| DATA FOR ANALYSIS |
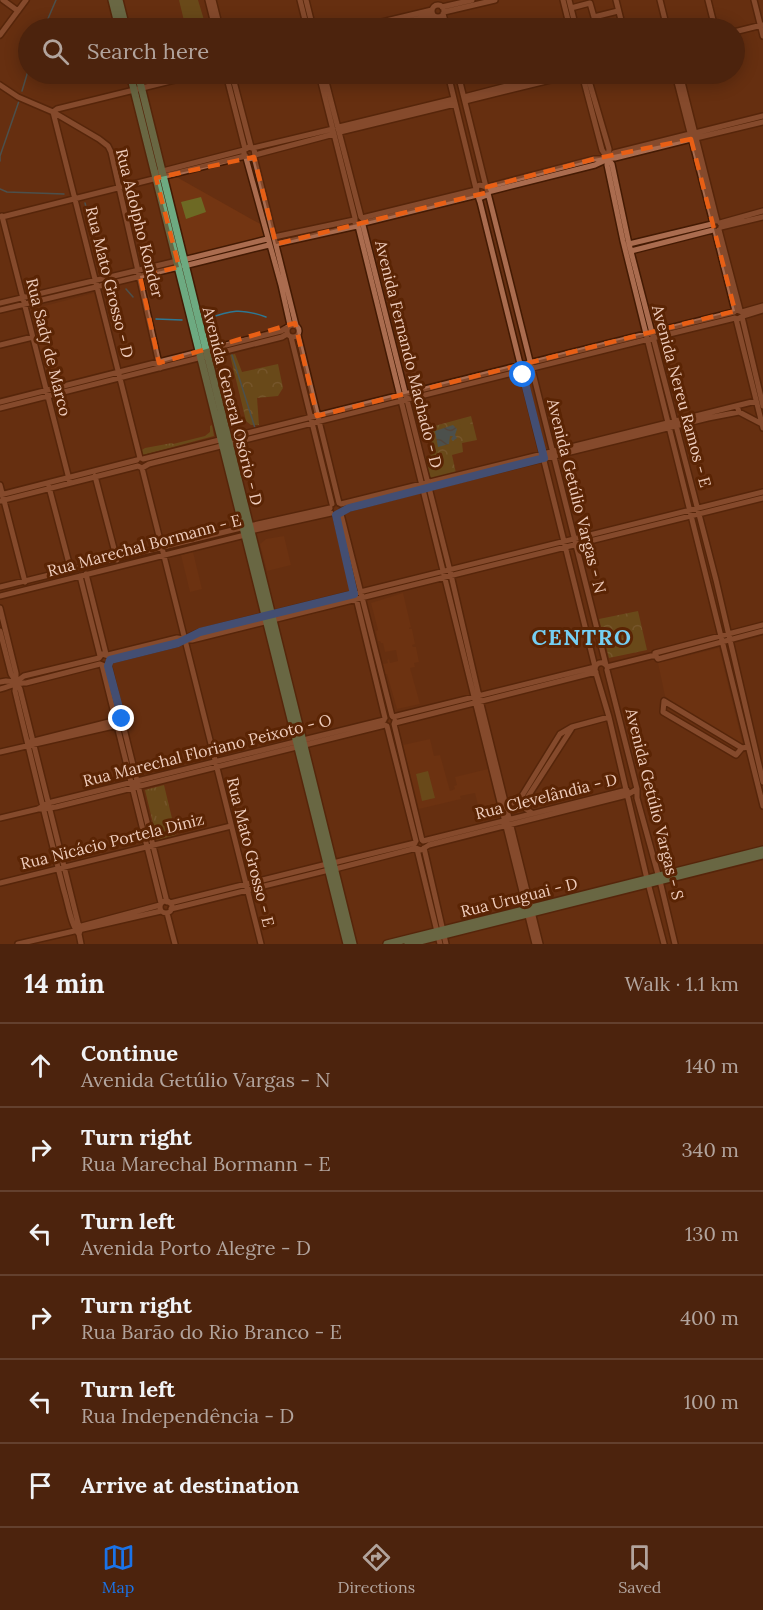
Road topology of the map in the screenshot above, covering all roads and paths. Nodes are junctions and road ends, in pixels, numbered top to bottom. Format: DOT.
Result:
graph roads {
  1 [pos="3,0"];
  2 [pos="26,0"];
  3 [pos="112,0"];
  4 [pos="119,0"];
  5 [pos="208,0"];
  6 [pos="213,0"];
  7 [pos="300,0"];
  8 [pos="306,0"];
  9 [pos="430,0"];
  10 [pos="472,0"];
  11 [pos="495,0"];
  12 [pos="563,0"];
  13 [pos="569,0"];
  14 [pos="616,0"];
  15 [pos="660,0"];
  16 [pos="708,0"];
  17 [pos="754,0"];
  18 [pos="442,8"];
  19 [pos="571,8"];
  20 [pos="18,11"];
  21 [pos="618,11"];
  22 [pos="433,13"];
  23 [pos="214,15"];
  24 [pos="116,18"];
  25 [pos="124,18"];
  26 [pos="214,18"];
  27 [pos="215,18"];
  28 [pos="304,18"];
  29 [pos="310,18"];
  30 [pos="408,18"];
  31 [pos="415,18"];
  32 [pos="434,18"];
  33 [pos="568,18"];
  34 [pos="574,18"];
  35 [pos="620,18"];
  36 [pos="664,18"];
  37 [pos="712,18"];
  38 [pos="762,25"];
  39 [pos="745,29"];
  40 [pos="0,35"];
  41 [pos="763,36"];
  42 [pos="136,84"];
  43 [pos="147,84"];
  44 [pos="152,84"];
  45 [pos="229,84"];
  46 [pos="234,84"];
  47 [pos="322,84"];
  48 [pos="326,84"];
  49 [pos="451,84"];
  50 [pos="460,84"];
  51 [pos="518,84"];
  52 [pos="527,84"];
  53 [pos="585,84"];
  54 [pos="590,84"];
  55 [pos="678,84"];
  56 [pos="682,84"];
  57 [pos="0,86"];
  58 [pos="138,87"];
  59 [pos="480,95"];
  60 [pos="464,99"];
  61 [pos="455,101"];
  62 [pos="53,112"];
  63 [pos="763,116"];
  64 [pos="755,121"];
  65 [pos="763,122"];
  66 [pos="336,130"];
  67 [pos="693,136"];
  68 [pos="247,151"];
  69 [pos="255,156"];
  70 [pos="608,159"];
  71 [pos="159,174"];
  72 [pos="119,187"];
  73 [pos="487,190"];
  74 [pos="477,192"];
  75 [pos="75,198"];
  76 [pos="761,214"];
  77 [pos="1,217"];
  78 [pos="359,222"];
  79 [pos="716,226"];
  80 [pos="272,241"];
  81 [pos="630,244"];
  82 [pos="642,245"];
  83 [pos="631,251"];
  84 [pos="181,263"];
  85 [pos="139,273"];
  86 [pos="95,280"];
  87 [pos="97,286"];
  88 [pos="24,301"];
  89 [pos="0,303"];
  90 [pos="763,308"];
  91 [pos="0,310"];
  92 [pos="738,314"];
  93 [pos="290,330"];
  94 [pos="298,335"];
  95 [pos="649,336"];
  96 [pos="33,337"];
  97 [pos="0,345"];
  98 [pos="203,354"];
  99 [pos="159,365"];
  100 [pos="530,365"];
  101 [pos="521,368"];
  102 [pos="119,375"];
  103 [pos="761,386"];
  104 [pos="47,394"];
  105 [pos="407,396"];
  106 [pos="399,398"];
  107 [pos="26,399"];
  108 [pos="0,402"];
  109 [pos="761,404"];
  110 [pos="0,408"];
  111 [pos="738,409"];
  112 [pos="314,419"];
  113 [pos="672,424"];
  114 [pos="762,426"];
  115 [pos="225,442"];
  116 [pos="553,454"];
  117 [pos="543,456"];
  118 [pos="141,463"];
  119 [pos="95,474"];
  120 [pos="69,481"];
  121 [pos="0,485"];
  122 [pos="426,485"];
  123 [pos="49,486"];
  124 [pos="763,492"];
  125 [pos="2,497"];
  126 [pos="763,498"];
  127 [pos="336,509"];
  128 [pos="699,512"];
  129 [pos="691,513"];
  130 [pos="247,530"];
  131 [pos="204,537"];
  132 [pos="575,542"];
  133 [pos="565,544"];
  134 [pos="206,545"];
  135 [pos="162,548"];
  136 [pos="164,556"];
  137 [pos="117,559"];
  138 [pos="81,567"];
  139 [pos="119,567"];
  140 [pos="71,570"];
  141 [pos="448,573"];
  142 [pos="83,576"];
  143 [pos="73,578"];
  144 [pos="25,581"];
  145 [pos="0,587"];
  146 [pos="27,590"];
  147 [pos="0,596"];
  148 [pos="358,596"];
  149 [pos="0,608"];
  150 [pos="269,618"];
  151 [pos="763,625"];
  152 [pos="0,631"];
  153 [pos="763,631"];
  154 [pos="725,638"];
  155 [pos="5,639"];
  156 [pos="184,639"];
  157 [pos="104,660"];
  158 [pos="375,666"];
  159 [pos="607,667"];
  160 [pos="596,671"];
  161 [pos="0,682"];
  162 [pos="16,682"];
  163 [pos="0,689"];
  164 [pos="477,699"];
  165 [pos="609,717"];
  166 [pos="393,720"];
  167 [pos="119,722"];
  168 [pos="385,722"];
  169 [pos="300,743"];
  170 [pos="30,744"];
  171 [pos="745,748"];
  172 [pos="0,752"];
  173 [pos="759,760"];
  174 [pos="215,764"];
  175 [pos="763,782"];
  176 [pos="135,784"];
  177 [pos="637,789"];
  178 [pos="626,793"];
  179 [pos="525,797"];
  180 [pos="505,801"];
  181 [pos="763,806"];
  182 [pos="45,807"];
  183 [pos="532,813"];
  184 [pos="0,818"];
  185 [pos="507,822"];
  186 [pos="231,826"];
  187 [pos="420,845"];
  188 [pos="150,846"];
  189 [pos="763,850"];
  190 [pos="763,855"];
  191 [pos="331,866"];
  192 [pos="61,868"];
  193 [pos="659,879"];
  194 [pos="648,881"];
  195 [pos="0,883"];
  196 [pos="246,887"];
  197 [pos="165,907"];
  198 [pos="529,911"];
  199 [pos="76,930"];
  200 [pos="440,935"];
  201 [pos="18,944"];
  202 [pos="81,944"];
  203 [pos="175,944"];
  204 [pos="261,944"];
  205 [pos="347,944"];
  206 [pos="353,944"];
  207 [pos="387,944"];
  208 [pos="408,944"];
  209 [pos="446,944"];
  210 [pos="535,944"];
  211 [pos="540,944"];
  212 [pos="664,944"];
  213 [pos="675,944"];
  1 -- 20 [label="street"];
  2 -- 20 [label="street"];
  3 -- 24 [label="main road"];
  4 -- 25 [label="main road"];
  5 -- 23 [label="street"];
  6 -- 23 [label="street"];
  7 -- 28 [label="street"];
  8 -- 29 [label="street"];
  9 -- 22 [label="street"];
  10 -- 18 [label="street"];
  11 -- 18 [label="street"];
  12 -- 33 [label="street"];
  13 -- 19 [label="street"];
  14 -- 21 [label="street"];
  15 -- 36 [label="street"];
  16 -- 37 [label="street"];
  17 -- 38 [label="street"];
  18 -- 22 [label="street"];
  18 -- 22 [label="street"];
  19 -- 21 [label="street"];
  19 -- 34 [label="street"];
  20 -- 40 [label="street"];
  21 -- 35 [label="street"];
  22 -- 30 [label="street"];
  22 -- 31 [label="street"];
  22 -- 32 [label="street"];
  23 -- 26 [label="street"];
  23 -- 27 [label="street"];
  38 -- 39 [label="street"];
  38 -- 41 [label="street"];
  42 -- 58 [label="main road, Avenida General Osório - D"];
  43 -- 58 [label="street"];
  44 -- 58 [label="street"];
  45 -- 68 [label="street"];
  46 -- 68 [label="street"];
  47 -- 66 [label="street, Avenida Fernando Machado - D"];
  48 -- 66 [label="street, Avenida Fernando Machado - D"];
  49 -- 61 [label="street, Avenida Getúlio Vargas - N"];
  50 -- 60 [label="street, Avenida Getúlio Vargas - N"];
  51 -- 59 [label="street"];
  52 -- 59 [label="street"];
  53 -- 70 [label="street, Avenida Nereu Ramos - E"];
  54 -- 70 [label="street, Avenida Nereu Ramos - E"];
  55 -- 67 [label="street"];
  56 -- 67 [label="street"];
  57 -- 62 [label="street, Rua Adolpho Konder"];
  58 -- 62 [label="street"];
  58 -- 71 [label="main road, Avenida General Osório - D"];
  59 -- 60 [label="street"];
  60 -- 73 [label="street, Avenida Getúlio Vargas - N"];
  61 -- 66 [label="street"];
  61 -- 74 [label="street, Avenida Getúlio Vargas - N"];
  62 -- 72 [label="street, Rua Adolpho Konder"];
  62 -- 75 [label="street, Rua Mato Grosso - D"];
  63 -- 64 [label="street"];
  64 -- 65 [label="street"];
  64 -- 67 [label="street"];
  66 -- 68 [label="street"];
  66 -- 69 [label="street"];
  66 -- 78 [label="street, Avenida Fernando Machado - D"];
  67 -- 70 [label="street"];
  67 -- 79 [label="street"];
  68 -- 69 [label="street"];
  68 -- 69 [label="street"];
  68 -- 71 [label="street"];
  68 -- 80 [label="street"];
  69 -- 80 [label="street"];
  70 -- 73 [label="street"];
  70 -- 81 [label="street, Avenida Nereu Ramos - E"];
  70 -- 95 [label="street, Avenida Nereu Ramos - E"];
  71 -- 72 [label="street"];
  71 -- 84 [label="main road, Avenida General Osório - D"];
  72 -- 75 [label="street"];
  72 -- 85 [label="street, Rua Adolpho Konder"];
  73 -- 74 [label="street"];
  73 -- 74 [label="street"];
  73 -- 100 [label="street, Avenida Getúlio Vargas - N"];
  74 -- 78 [label="street"];
  74 -- 101 [label="street, Avenida Getúlio Vargas - N"];
  75 -- 77 [label="street"];
  75 -- 86 [label="street, Rua Mato Grosso - D"];
  76 -- 79 [label="street"];
  77 -- 88 [label="street, Rua Sady de Marco"];
  78 -- 80 [label="street"];
  78 -- 105 [label="street, Avenida Fernando Machado - D"];
  78 -- 106 [label="street, Avenida Fernando Machado - D"];
  79 -- 82 [label="street"];
  79 -- 92 [label="street"];
  80 -- 84 [label="street"];
  80 -- 93 [label="street"];
  81 -- 82 [label="street"];
  81 -- 83 [label="street, Avenida Nereu Ramos - E"];
  82 -- 83 [label="street"];
  83 -- 95 [label="street, Avenida Nereu Ramos - E"];
  84 -- 85 [label="street"];
  84 -- 98 [label="main road, Avenida General Osório - D"];
  85 -- 86 [label="street"];
  85 -- 87 [label="street"];
  85 -- 99 [label="street, Rua Adolpho Konder"];
  86 -- 87 [label="street, Rua Mato Grosso - D"];
  86 -- 88 [label="street"];
  87 -- 88 [label="street"];
  87 -- 102 [label="street, Rua Mato Grosso - D"];
  88 -- 89 [label="street"];
  88 -- 91 [label="street"];
  88 -- 96 [label="street, Rua Sady de Marco"];
  90 -- 92 [label="street"];
  92 -- 95 [label="street"];
  92 -- 103 [label="street"];
  92 -- 109 [label="street"];
  93 -- 94 [label="street"];
  93 -- 94 [label="street"];
  93 -- 98 [label="street"];
  93 -- 112 [label="street"];
  94 -- 112 [label="street"];
  95 -- 100 [label="street"];
  95 -- 113 [label="street, Avenida Nereu Ramos - E"];
  96 -- 97 [label="street"];
  96 -- 104 [label="street, Rua Sady de Marco"];
  98 -- 99 [label="street"];
  98 -- 115 [label="main road, Avenida General Osório - D"];
  99 -- 102 [label="street"];
  100 -- 101 [label="street"];
  100 -- 116 [label="street, Avenida Getúlio Vargas - N"];
  101 -- 105 [label="street"];
  101 -- 117 [label="street, Avenida Getúlio Vargas - N"];
  102 -- 104 [label="street"];
  102 -- 118 [label="street, Rua Mato Grosso - D"];
  103 -- 109 [label="street"];
  104 -- 107 [label="street"];
  104 -- 120 [label="street, Rua Sady de Marco"];
  105 -- 106 [label="street"];
  105 -- 122 [label="street, Avenida Fernando Machado - D"];
  106 -- 112 [label="street"];
  106 -- 122 [label="street, Avenida Fernando Machado - D"];
  107 -- 108 [label="street"];
  107 -- 110 [label="street"];
  109 -- 111 [label="street, Rua Marechal Bormann - E"];
  109 -- 114 [label="street"];
  111 -- 113 [label="street, Rua Marechal Bormann - E"];
  111 -- 114 [label="street"];
  112 -- 115 [label="street"];
  112 -- 127 [label="street"];
  113 -- 116 [label="street, Rua Marechal Bormann - E"];
  113 -- 128 [label="street, Avenida Nereu Ramos - E"];
  113 -- 129 [label="street, Avenida Nereu Ramos - E"];
  115 -- 118 [label="street"];
  115 -- 130 [label="main road, Avenida General Osório - D"];
  116 -- 117 [label="street, Rua Marechal Bormann - E"];
  116 -- 132 [label="street, Avenida Getúlio Vargas - N"];
  117 -- 122 [label="street, Rua Marechal Bormann - E"];
  117 -- 133 [label="street, Avenida Getúlio Vargas - N"];
  118 -- 119 [label="street"];
  118 -- 135 [label="street, Rua Mato Grosso - D"];
  119 -- 120 [label="street"];
  119 -- 137 [label="street"];
  120 -- 123 [label="street"];
  121 -- 125 [label="street"];
  122 -- 127 [label="street, Rua Marechal Bormann - E"];
  122 -- 141 [label="street, Avenida Fernando Machado - D"];
  123 -- 125 [label="street"];
  123 -- 140 [label="street"];
  124 -- 128 [label="street"];
  125 -- 144 [label="street"];
  126 -- 128 [label="street"];
  127 -- 130 [label="street, Rua Marechal Bormann - E"];
  127 -- 148 [label="street"];
  128 -- 129 [label="street"];
  128 -- 154 [label="street, Avenida Nereu Ramos - E"];
  129 -- 132 [label="street"];
  129 -- 154 [label="street, Avenida Nereu Ramos - E"];
  130 -- 131 [label="street, Rua Marechal Bormann - E"];
  130 -- 134 [label="street, Rua Marechal Bormann - E"];
  130 -- 150 [label="main road, Avenida General Osório - D"];
  131 -- 134 [label="street"];
  131 -- 135 [label="street, Rua Marechal Bormann - E"];
  132 -- 133 [label="street"];
  132 -- 159 [label="street, Avenida Getúlio Vargas - N"];
  133 -- 141 [label="street"];
  133 -- 160 [label="street, Avenida Getúlio Vargas - N"];
  134 -- 136 [label="street, Rua Marechal Bormann - E"];
  135 -- 136 [label="street, Rua Mato Grosso - D"];
  135 -- 137 [label="street, Rua Marechal Bormann - E"];
  136 -- 139 [label="street, Rua Marechal Bormann - E"];
  136 -- 156 [label="street, Rua Mato Grosso - D"];
  137 -- 138 [label="street, Rua Marechal Bormann - E"];
  137 -- 139 [label="street"];
  138 -- 140 [label="street, Rua Marechal Bormann - E"];
  138 -- 142 [label="street"];
  139 -- 142 [label="street, Rua Marechal Bormann - E"];
  140 -- 143 [label="street"];
  140 -- 144 [label="street, Rua Marechal Bormann - E"];
  141 -- 148 [label="street"];
  141 -- 164 [label="street, Avenida Fernando Machado - D"];
  142 -- 143 [label="street, Rua Marechal Bormann - E"];
  142 -- 157 [label="street"];
  143 -- 146 [label="street, Rua Marechal Bormann - E"];
  144 -- 145 [label="street, Rua Marechal Bormann - E"];
  144 -- 146 [label="street"];
  146 -- 147 [label="street, Rua Marechal Bormann - E"];
  148 -- 150 [label="street"];
  148 -- 158 [label="street"];
  149 -- 155 [label="street"];
  150 -- 156 [label="street"];
  150 -- 169 [label="main road, Avenida General Osório - D"];
  151 -- 154 [label="street"];
  152 -- 155 [label="street"];
  153 -- 154 [label="street"];
  154 -- 159 [label="street"];
  154 -- 171 [label="street"];
  154 -- 173 [label="street"];
  155 -- 162 [label="street"];
  156 -- 157 [label="street"];
  156 -- 174 [label="street, Rua Mato Grosso - D"];
  157 -- 162 [label="street"];
  157 -- 167 [label="street"];
  158 -- 166 [label="street"];
  158 -- 168 [label="street"];
  159 -- 160 [label="street"];
  159 -- 160 [label="street"];
  159 -- 177 [label="street, Avenida Getúlio Vargas - S"];
  160 -- 164 [label="street"];
  160 -- 165 [label="street, Avenida Getúlio Vargas - S"];
  161 -- 162 [label="street"];
  162 -- 163 [label="street"];
  162 -- 170 [label="street"];
  164 -- 166 [label="street"];
  164 -- 180 [label="street"];
  164 -- 185 [label="street"];
  165 -- 178 [label="street, Avenida Getúlio Vargas - S"];
  165 -- 179 [label="street"];
  166 -- 168 [label="street"];
  166 -- 168 [label="street"];
  166 -- 187 [label="street"];
  167 -- 170 [label="street"];
  167 -- 176 [label="street"];
  168 -- 169 [label="street, Rua Marechal Floriano Peixoto - O"];
  168 -- 187 [label="street"];
  169 -- 174 [label="street, Rua Marechal Floriano Peixoto - O"];
  169 -- 191 [label="main road, Avenida General Osório - D"];
  170 -- 172 [label="street"];
  170 -- 182 [label="street"];
  171 -- 171 [label="street"];
  171 -- 173 [label="street"];
  173 -- 175 [label="street"];
  173 -- 181 [label="street"];
  174 -- 176 [label="street, Rua Marechal Floriano Peixoto - O"];
  174 -- 186 [label="street, Rua Mato Grosso - E"];
  176 -- 182 [label="street, Rua Marechal Floriano Peixoto - O"];
  176 -- 188 [label="street"];
  177 -- 178 [label="street, Rua Clevelândia - D"];
  177 -- 193 [label="street, Avenida Getúlio Vargas - S"];
  178 -- 183 [label="street, Rua Clevelândia - D"];
  178 -- 185 [label="street, Rua Clevelândia - D"];
  178 -- 194 [label="street, Avenida Getúlio Vargas - S"];
  179 -- 180 [label="street"];
  179 -- 183 [label="street"];
  180 -- 183 [label="street"];
  180 -- 185 [label="street"];
  182 -- 184 [label="street, Rua Marechal Floriano Peixoto - O"];
  182 -- 192 [label="street"];
  183 -- 185 [label="street, Rua Clevelândia - D"];
  185 -- 187 [label="street, Rua Clevelândia - D"];
  185 -- 198 [label="street"];
  186 -- 188 [label="street, Rua Nicácio Portela Diniz"];
  186 -- 196 [label="street, Rua Mato Grosso - E"];
  187 -- 191 [label="street, Rua Clevelândia - D"];
  187 -- 200 [label="street"];
  188 -- 192 [label="street, Rua Nicácio Portela Diniz"];
  188 -- 197 [label="street"];
  189 -- 193 [label="main road"];
  190 -- 193 [label="main road"];
  191 -- 196 [label="street, Rua Clevelândia - D"];
  191 -- 205 [label="main road"];
  191 -- 206 [label="main road"];
  192 -- 195 [label="street, Rua Nicácio Portela Diniz"];
  192 -- 199 [label="street"];
  193 -- 194 [label="main road, Rua Uruguai - D"];
  193 -- 213 [label="street, Avenida Getúlio Vargas - S"];
  194 -- 198 [label="main road, Rua Uruguai - D"];
  194 -- 212 [label="street, Avenida Getúlio Vargas - S"];
  196 -- 197 [label="street, Rua Clevelândia - D"];
  196 -- 204 [label="street, Rua Mato Grosso - E"];
  197 -- 199 [label="street, Rua Clevelândia - D"];
  197 -- 203 [label="street"];
  198 -- 200 [label="main road, Rua Uruguai - D"];
  198 -- 210 [label="street"];
  198 -- 211 [label="street"];
  199 -- 201 [label="street, Rua Clevelândia - D"];
  199 -- 202 [label="street"];
  200 -- 207 [label="main road, Rua Uruguai - D"];
  200 -- 208 [label="main road, Rua Uruguai - D"];
  200 -- 209 [label="street"];
}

| WORK REQUEST |
Reproduce each line from the listing above that includes the word "Sady".

| SOLVED EXERCISE |
  77 -- 88 [label="street, Rua Sady de Marco"];
  88 -- 96 [label="street, Rua Sady de Marco"];
  96 -- 104 [label="street, Rua Sady de Marco"];
  104 -- 120 [label="street, Rua Sady de Marco"];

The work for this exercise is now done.